◆ Provided data:
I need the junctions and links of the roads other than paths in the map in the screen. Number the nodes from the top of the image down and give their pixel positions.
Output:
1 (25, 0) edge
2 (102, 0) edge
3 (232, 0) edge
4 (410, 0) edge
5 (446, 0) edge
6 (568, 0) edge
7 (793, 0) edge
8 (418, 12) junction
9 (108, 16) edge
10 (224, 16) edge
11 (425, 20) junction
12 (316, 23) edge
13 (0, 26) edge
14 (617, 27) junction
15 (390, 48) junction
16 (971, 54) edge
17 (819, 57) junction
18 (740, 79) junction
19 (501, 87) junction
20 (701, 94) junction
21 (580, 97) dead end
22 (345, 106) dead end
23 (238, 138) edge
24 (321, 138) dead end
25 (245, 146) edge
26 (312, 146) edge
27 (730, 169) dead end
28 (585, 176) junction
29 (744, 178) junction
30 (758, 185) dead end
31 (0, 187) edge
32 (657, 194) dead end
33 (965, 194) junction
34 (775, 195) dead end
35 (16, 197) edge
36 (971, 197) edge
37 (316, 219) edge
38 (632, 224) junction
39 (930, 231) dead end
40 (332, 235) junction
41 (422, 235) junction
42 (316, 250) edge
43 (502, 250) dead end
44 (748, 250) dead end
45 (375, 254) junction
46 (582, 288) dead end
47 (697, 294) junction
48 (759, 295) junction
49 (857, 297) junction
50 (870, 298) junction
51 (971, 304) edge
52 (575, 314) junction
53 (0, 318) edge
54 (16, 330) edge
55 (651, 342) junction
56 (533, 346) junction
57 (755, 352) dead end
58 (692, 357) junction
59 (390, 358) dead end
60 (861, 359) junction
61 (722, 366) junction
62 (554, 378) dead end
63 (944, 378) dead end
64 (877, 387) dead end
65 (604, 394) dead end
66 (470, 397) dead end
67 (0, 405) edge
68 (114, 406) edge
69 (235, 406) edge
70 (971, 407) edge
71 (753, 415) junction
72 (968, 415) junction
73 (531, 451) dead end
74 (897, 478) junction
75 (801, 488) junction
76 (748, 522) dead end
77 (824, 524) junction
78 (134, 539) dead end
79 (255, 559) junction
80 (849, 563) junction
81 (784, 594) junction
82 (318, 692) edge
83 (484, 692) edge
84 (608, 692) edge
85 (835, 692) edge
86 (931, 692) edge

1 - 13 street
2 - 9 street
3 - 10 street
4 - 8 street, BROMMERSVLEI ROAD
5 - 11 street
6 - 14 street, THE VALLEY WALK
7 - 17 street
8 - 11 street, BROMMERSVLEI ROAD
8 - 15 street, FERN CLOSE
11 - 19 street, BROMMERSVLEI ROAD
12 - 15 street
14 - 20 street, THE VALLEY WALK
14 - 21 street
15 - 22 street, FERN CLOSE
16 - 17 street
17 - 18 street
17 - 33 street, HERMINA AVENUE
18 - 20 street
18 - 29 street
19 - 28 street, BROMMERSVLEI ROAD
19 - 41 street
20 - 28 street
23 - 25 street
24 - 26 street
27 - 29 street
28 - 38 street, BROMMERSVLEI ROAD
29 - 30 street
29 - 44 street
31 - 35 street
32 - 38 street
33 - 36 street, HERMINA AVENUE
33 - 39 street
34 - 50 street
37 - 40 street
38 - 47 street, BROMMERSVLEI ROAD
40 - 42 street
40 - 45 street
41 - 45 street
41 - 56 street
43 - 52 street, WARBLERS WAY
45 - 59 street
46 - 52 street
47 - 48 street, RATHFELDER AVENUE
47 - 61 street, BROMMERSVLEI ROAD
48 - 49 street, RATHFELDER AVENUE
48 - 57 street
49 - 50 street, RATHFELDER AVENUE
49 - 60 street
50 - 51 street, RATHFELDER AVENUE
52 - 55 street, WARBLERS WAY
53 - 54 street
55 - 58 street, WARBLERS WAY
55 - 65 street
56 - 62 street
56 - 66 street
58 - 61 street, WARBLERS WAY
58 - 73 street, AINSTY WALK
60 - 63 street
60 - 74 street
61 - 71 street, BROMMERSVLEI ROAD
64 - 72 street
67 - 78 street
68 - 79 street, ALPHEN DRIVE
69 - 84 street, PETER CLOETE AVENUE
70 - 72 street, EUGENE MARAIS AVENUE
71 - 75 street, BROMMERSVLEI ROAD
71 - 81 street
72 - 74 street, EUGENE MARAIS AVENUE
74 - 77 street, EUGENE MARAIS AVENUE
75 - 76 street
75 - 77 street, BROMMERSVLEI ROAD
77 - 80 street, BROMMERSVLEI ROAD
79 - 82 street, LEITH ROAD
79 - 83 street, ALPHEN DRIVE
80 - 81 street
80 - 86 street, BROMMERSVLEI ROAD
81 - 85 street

◆ Work instruction: Your answer should consist of each line above in which "WALK" appears.

◆ Response for this exercise:
6 - 14 street, THE VALLEY WALK
14 - 20 street, THE VALLEY WALK
58 - 73 street, AINSTY WALK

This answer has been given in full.